Cytology and HR-HPV co-testing has been shown to not only significantly increase the efficiency of cervical cancer screening but also significantly reduce the overall incidence of invasive cancer and its precursors in subsequent screening rounds [
15,
42]. Considering that HR-HPV testing may possibly be quite efficient in identifying HPV-positive cervical adenocarcinoma and that cytology may provide the means to detect HPV-negative adenocarcinoma variants and metastatic malignancies not driven by HPV infection, it is reasonable to believe that co-testing might be the most efficient screening method for adenocarcinoma. However, to date, no comprehensive data are available on co-testing for adenocarcinoma screening. In our previous study [
7], co-testing showed obviously higher sensitivity in adenocarcinoma screening than cytology alone or HR-HPV testing alone; however, the difference was not statistically significant, mostly due to the small number of cases. Our present study further confirmed that co-testing had clearly higher sensitivity than cytology or HPV testing alone in adenocarcinoma screening. However, Katki et al. [
15] reported that adding cytology to HPV testing did not further increase the efficiency of adenocarcinoma screening (77.8% vs. 77.8%).
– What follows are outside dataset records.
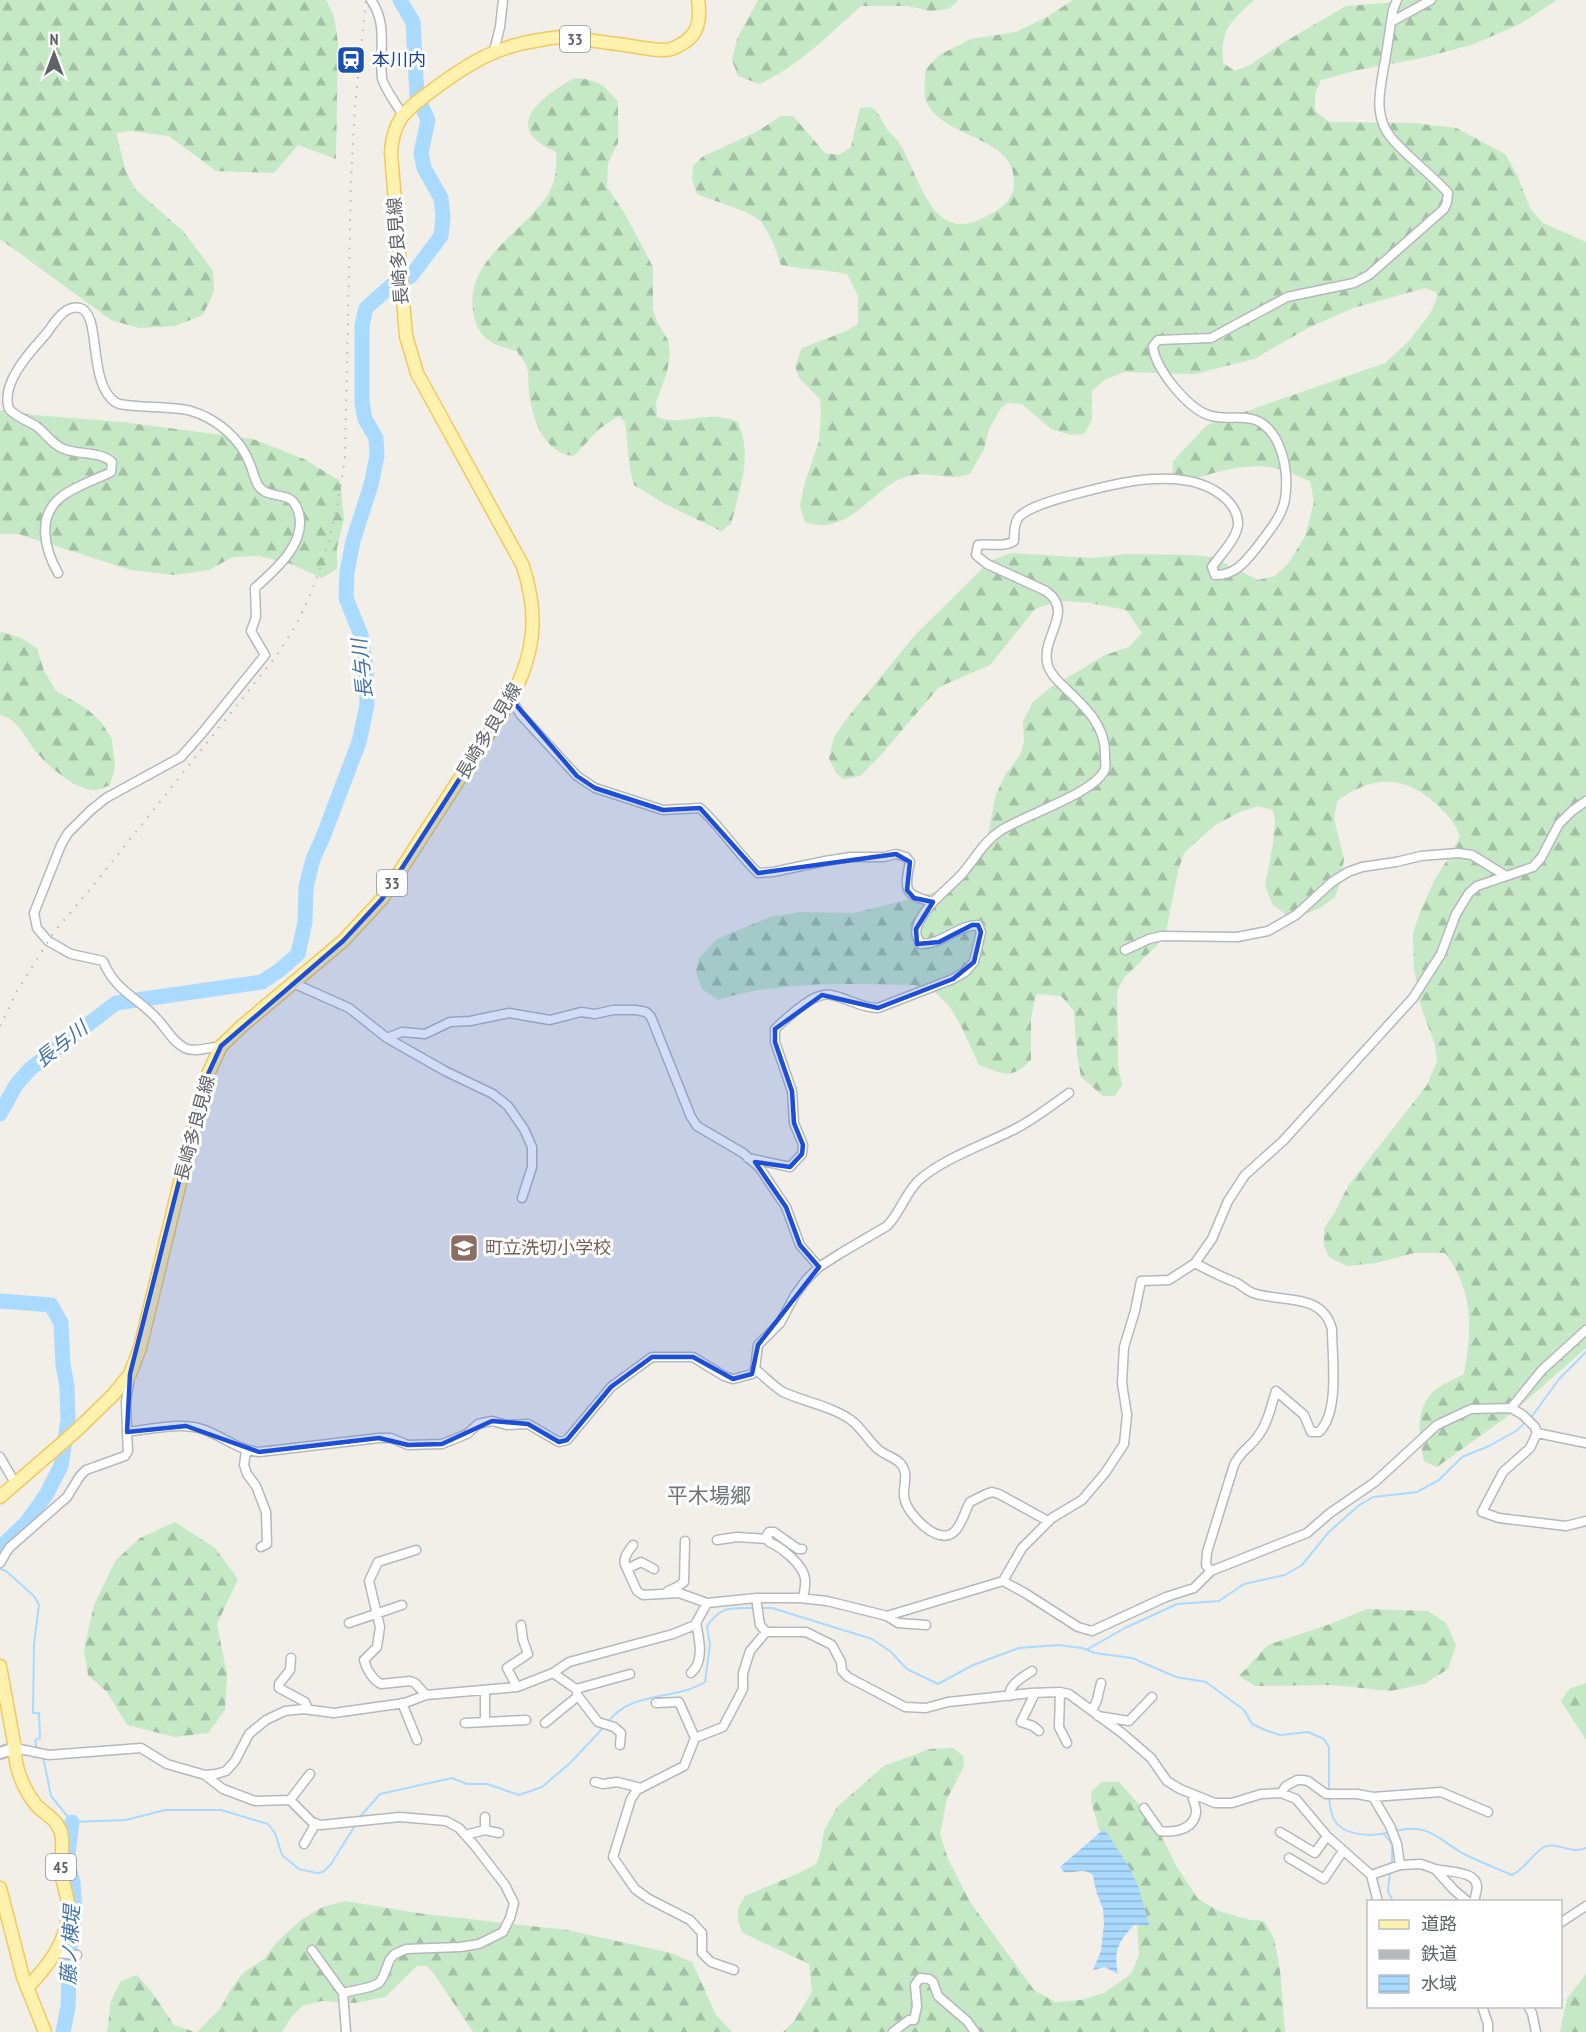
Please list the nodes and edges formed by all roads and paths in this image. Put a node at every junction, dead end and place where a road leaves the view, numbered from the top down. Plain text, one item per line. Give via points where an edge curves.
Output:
1 (371, 0) edge
2 (503, 0) edge
3 (698, 0) edge
4 (1397, 0) edge
5 (1431, 0) edge
6 (1391, 22) junction
7 (494, 51) junction
8 (407, 110) junction
9 (58, 573) dead end
10 (511, 699) junction
11 (1586, 801) edge
12 (1506, 876) junction
13 (933, 902) junction
14 (1125, 950) dead end
15 (293, 983) junction
16 (387, 1038) junction
17 (221, 1046) junction
18 (1069, 1093) dead end
19 (748, 1158) junction
20 (522, 1198) dead end
21 (1195, 1263) junction
22 (819, 1267) junction
23 (1586, 1330) edge
24 (755, 1369) junction
25 (130, 1374) junction
26 (1511, 1408) junction
27 (128, 1432) junction
28 (1537, 1434) junction
29 (1586, 1443) edge
30 (246, 1451) junction
31 (0, 1457) edge
32 (15, 1483) junction
33 (0, 1497) edge
34 (1048, 1521) junction
35 (1586, 1521) edge
36 (767, 1539) junction
37 (717, 1540) dead end
38 (685, 1541) dead end
39 (633, 1545) dead end
40 (261, 1547) dead end
41 (802, 1549) dead end
42 (416, 1550) dead end
43 (3, 1553) edge
44 (0, 1563) edge
45 (627, 1569) junction
46 (654, 1569) dead end
47 (1211, 1571) junction
48 (1003, 1581) junction
49 (663, 1594) junction
50 (803, 1598) junction
51 (756, 1600) junction
52 (707, 1603) junction
53 (402, 1605) dead end
54 (377, 1614) junction
55 (887, 1616) junction
56 (350, 1623) dead end
57 (696, 1623) junction
58 (521, 1625) dead end
59 (926, 1625) dead end
60 (766, 1632) junction
61 (291, 1658) dead end
62 (0, 1666) edge
63 (1032, 1671) dead end
64 (553, 1673) junction
65 (691, 1673) dead end
66 (630, 1674) dead end
67 (1101, 1683) dead end
68 (517, 1687) junction
69 (485, 1690) junction
70 (1060, 1692) junction
71 (577, 1693) junction
72 (1035, 1693) junction
73 (426, 1695) junction
74 (1009, 1696) junction
75 (1152, 1697) dead end
76 (402, 1703) junction
77 (656, 1703) dead end
78 (308, 1709) junction
79 (1095, 1713) junction
80 (526, 1720) dead end
81 (485, 1722) junction
82 (465, 1723) dead end
83 (545, 1723) dead end
84 (1039, 1731) dead end
85 (695, 1738) junction
86 (417, 1740) dead end
87 (1067, 1743) dead end
88 (620, 1745) dead end
89 (15, 1748) junction
90 (0, 1753) edge
91 (310, 1774) dead end
92 (205, 1775) junction
93 (595, 1782) dead end
94 (641, 1788) junction
95 (1281, 1793) junction
96 (1197, 1796) junction
97 (1373, 1797) junction
98 (290, 1800) junction
99 (1144, 1808) dead end
100 (1488, 1812) dead end
101 (485, 1816) dead end
102 (316, 1823) junction
103 (485, 1830) junction
104 (1280, 1832) dead end
105 (499, 1833) dead end
106 (465, 1835) junction
107 (1327, 1836) junction
108 (304, 1844) dead end
109 (1343, 1851) junction
110 (1289, 1858) dead end
111 (1400, 1865) junction
112 (1435, 1869) junction
113 (1371, 1875) junction
114 (0, 1888) edge
115 (1377, 1900) edge
116 (1466, 1900) edge
117 (1474, 1900) edge
118 (1586, 1906) edge
119 (1562, 1922) edge
120 (312, 1950) dead end
121 (57, 1953) junction
122 (77, 1956) dead end
123 (734, 1970) dead end
124 (27, 1988) junction
125 (343, 1993) junction
126 (1482, 2008) edge
127 (1529, 2008) edge
128 (45, 2032) edge
129 (346, 2032) edge
130 (893, 2032) edge
131 (975, 2032) edge
132 (1488, 2032) edge
133 (1536, 2032) edge

1 - 8 street via 382,22 382,81
2 - 7 street
3 - 7 main road, 33 via 698,29 685,42 668,50 562,37
4 - 6 street
5 - 6 street
6 - 13 street via 1379,90 1380,116 1393,140 1448,193 1444,209 1370,275 1354,283 1287,297 1211,338 1158,339 1153,346 1154,358 1191,405 1208,415 1257,421 1277,439 1284,465 1285,500 1275,524 1250,556 1227,576 1215,575 1212,567 1234,536 1237,514 1223,495 1184,480 1148,480 1053,501 1018,518 1012,543 978,545 976,555 987,564 1046,591 1059,603 1046,649 1047,664 1052,676 1098,723 1105,744 1105,769 1088,788 996,833
7 - 8 main road, 33 via 470,63
8 - 10 main road, 長崎多良見線 / 33 via 392,136 391,153 405,336 417,373 515,550 528,582 532,641
9 - 17 street via 46,548 45,528 50,512 68,492 111,472 112,462 105,456 56,445 38,427 9,409 4,385 15,365 59,318 69,309 80,308 89,315 93,328 102,388 115,403 170,406 207,418 239,442 259,488 289,499 296,506 301,523 296,543 255,588 256,617 251,631 265,655 181,757 106,798 68,833 34,913 37,928 48,941 71,954 103,962 108,974 184,1047 193,1050
10 - 13 street via 577,776 594,788 663,810 700,808 758,873 896,854 910,862 907,890 914,898
10 - 15 main road, 長崎多良見線 / 33 via 382,899 343,941
11 - 12 street via 1559,824 1533,867
12 - 14 street via 1472,855 1458,853 1362,867 1332,882 1296,915 1268,931 1237,937 1162,936
12 - 21 street via 1477,886 1469,893 1456,914 1441,954 1413,998 1283,1141 1245,1175
13 - 19 street via 916,929 916,937 921,944 932,944 978,925 981,932 974,962 953,979 878,1008 822,995 788,1017 776,1029 775,1042 792,1091 794,1123 803,1145 802,1154 790,1167
15 - 16 street via 349,1008
15 - 17 main road, 長崎多良見線 / 33
16 - 19 street via 402,1032 425,1034 450,1022 509,1013 550,1020 581,1012 646,1012 656,1027 697,1126
16 - 20 street via 493,1094 508,1106 532,1147 532,1167
17 - 25 main road, 長崎多良見線 / 33 via 204,1083 140,1348
18 - 22 street via 1015,1130 918,1181 887,1226
19 - 22 street via 776,1190 800,1245
21 - 34 street via 1169,1280 1141,1281 1124,1347 1124,1444 1082,1500
21 - 47 street via 1251,1292 1312,1304 1323,1311 1332,1329 1332,1408 1325,1426 1319,1432 1311,1432 1304,1415 1276,1391 1265,1424 1234,1466 1207,1552 1206,1565
22 - 24 street via 795,1294 780,1323 758,1345
23 - 26 street via 1542,1370
24 - 30 street via 752,1374 733,1379 693,1357 652,1357 611,1387 567,1440 559,1443 528,1424 492,1421 478,1424 467,1434 442,1444 408,1445 392,1438 379,1438
24 - 34 street via 782,1391 851,1420 879,1450 899,1462 906,1476 906,1506 935,1534 942,1536 959,1528 970,1502 992,1492
25 - 27 street via 126,1402
25 - 32 main road, 長崎多良見線 / 33 via 76,1431
26 - 28 street via 1523,1415
26 - 47 street via 1471,1409 1437,1425 1375,1482 1307,1533
27 - 30 street via 186,1426
27 - 43 street via 125,1456 86,1470 67,1497
28 - 29 street
28 - 35 street via 1530,1448 1503,1472 1482,1512 1499,1518 1566,1526
30 - 40 street via 244,1465 266,1512 267,1544
31 - 32 street
32 - 33 main road, 33
34 - 48 street via 1022,1548
36 - 37 street
36 - 41 street via 769,1532 774,1532
36 - 50 street via 782,1548 803,1572
38 - 49 street via 684,1582
39 - 45 street via 624,1560
42 - 54 street via 378,1562 369,1581
43 - 44 street
45 - 46 street via 641,1563
45 - 49 street via 637,1591 643,1595
47 - 48 street via 1194,1588 1092,1631 1078,1627
48 - 55 street
49 - 52 street via 679,1593
50 - 51 street
50 - 55 street
51 - 52 street
51 - 60 street via 760,1624
52 - 57 street
53 - 54 street
54 - 56 street
54 - 73 street via 380,1627 376,1647 364,1660 366,1667 381,1684 410,1681
55 - 59 street via 898,1623
57 - 64 street via 673,1634 568,1662
57 - 65 street via 700,1641 698,1663
58 - 68 street via 528,1654 507,1668
60 - 74 street via 806,1632 832,1645 848,1677 905,1707 926,1708
60 - 85 street via 750,1652 742,1673 743,1689 723,1727
61 - 78 street via 290,1670 279,1688 305,1702
62 - 89 main road, 45
63 - 74 street via 1017,1680
64 - 68 street
64 - 71 street
66 - 71 street
67 - 79 street
68 - 69 street
69 - 73 street
69 - 81 street
70 - 72 street
70 - 79 street
70 - 87 street via 1059,1727
71 - 83 street
71 - 88 street via 600,1723 621,1733
72 - 74 street
72 - 84 street via 1021,1722
73 - 76 street
75 - 79 street via 1129,1721
76 - 78 street via 334,1713
76 - 86 street
77 - 85 street via 679,1702
78 - 92 street via 285,1711 266,1720 249,1734 226,1771
79 - 96 street via 1151,1758 1167,1781
80 - 81 street
81 - 82 street
85 - 94 street via 684,1766
89 - 90 street
89 - 92 street via 49,1755 141,1748 167,1764
89 - 121 main road, 45 via 14,1761 31,1798 52,1818 61,1836 61,1872 68,1909
91 - 98 street
92 - 98 street via 223,1789 255,1801
93 - 94 street
94 - 123 street via 631,1799 613,1857 635,1889 690,1920 702,1933 702,1953 711,1962
95 - 96 street via 1261,1794 1232,1803 1215,1803
95 - 97 street via 1286,1786 1302,1780 1329,1794
95 - 107 street via 1296,1799
96 - 99 street via 1195,1816 1181,1831 1173,1833 1160,1831
97 - 100 street via 1441,1792
97 - 111 street via 1395,1839
98 - 102 street
101 - 103 street
102 - 106 street via 400,1818 446,1821
102 - 108 street
103 - 105 street
103 - 106 street
104 - 107 street via 1315,1853
106 - 125 street via 505,1885 514,1904 503,1932 478,1944 406,1949 390,1959 378,1983
107 - 109 street
109 - 110 street via 1324,1880
109 - 113 street
111 - 112 street via 1421,1864
111 - 113 street
112 - 116 street
112 - 117 street via 1469,1875 1478,1886
113 - 115 street
114 - 124 main road
118 - 119 street
120 - 125 street
121 - 122 street
121 - 124 main road, 45
124 - 128 main road
125 - 129 street
126 - 132 street
127 - 133 street
130 - 131 street via 914,2020 915,1985 920,1978 933,1982 938,1996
More large-scale screening results for adenocarcinoma should be obtained to verify if co-testing has the highest efficacy among these three screening strategies.
Although the data presented herein can offer further information for the selection of the optimal primary screening method for cervical adenocarcinoma, our study had several limitations. First, KingMed Diagnostics serves diverse hospitals and physical examination centers, mainly in suburbs and rural areas, where a large number of clinical providers receive no special training nor hold any special qualifications. The specifications for the sampling and preservation of the cervical specimens may not have been stringently applied, which may have led to inefficient cervical cancer screening. Nevertheless, our findings represent a large-scale experience in routine screening practices in China. Second, only patients with previous screening results within 6 months were included in this cohort, which may have led to selection bias. Third, most samples in this study were collected very close before the histological diagnosis of adenocarcinoma, and in some cases, the cytology and/or HPV tests were requested by clinicians because of a clinical suspicion of cervical adenocarcinoma. This bias may have made the cytology and/or HR-HPV testing appear to be more sensitive than it would have been during routine screening. Fourth, we had incomplete data on patient characteristics other than identity, age, time of cytology and/or HPV detection, and time of adenocarcinoma diagnosis. Therefore, we were unable to analyze the effects of different patient characteristics on the efficiency of the screening modalities. Fifth, the histological subtypes of cervical adenocarcinoma were not analyzed in the present study. Thus, whether there was a difference in the efficacy of cytology and/or HPV testing among different subtypes remains undetermined. Finally, a cost-effectiveness analysis of different screening tests was beyond the scope of this retrospective study. Further studies need to be done to determine which method is most appropriate for cervical adenocarcinoma screening in China.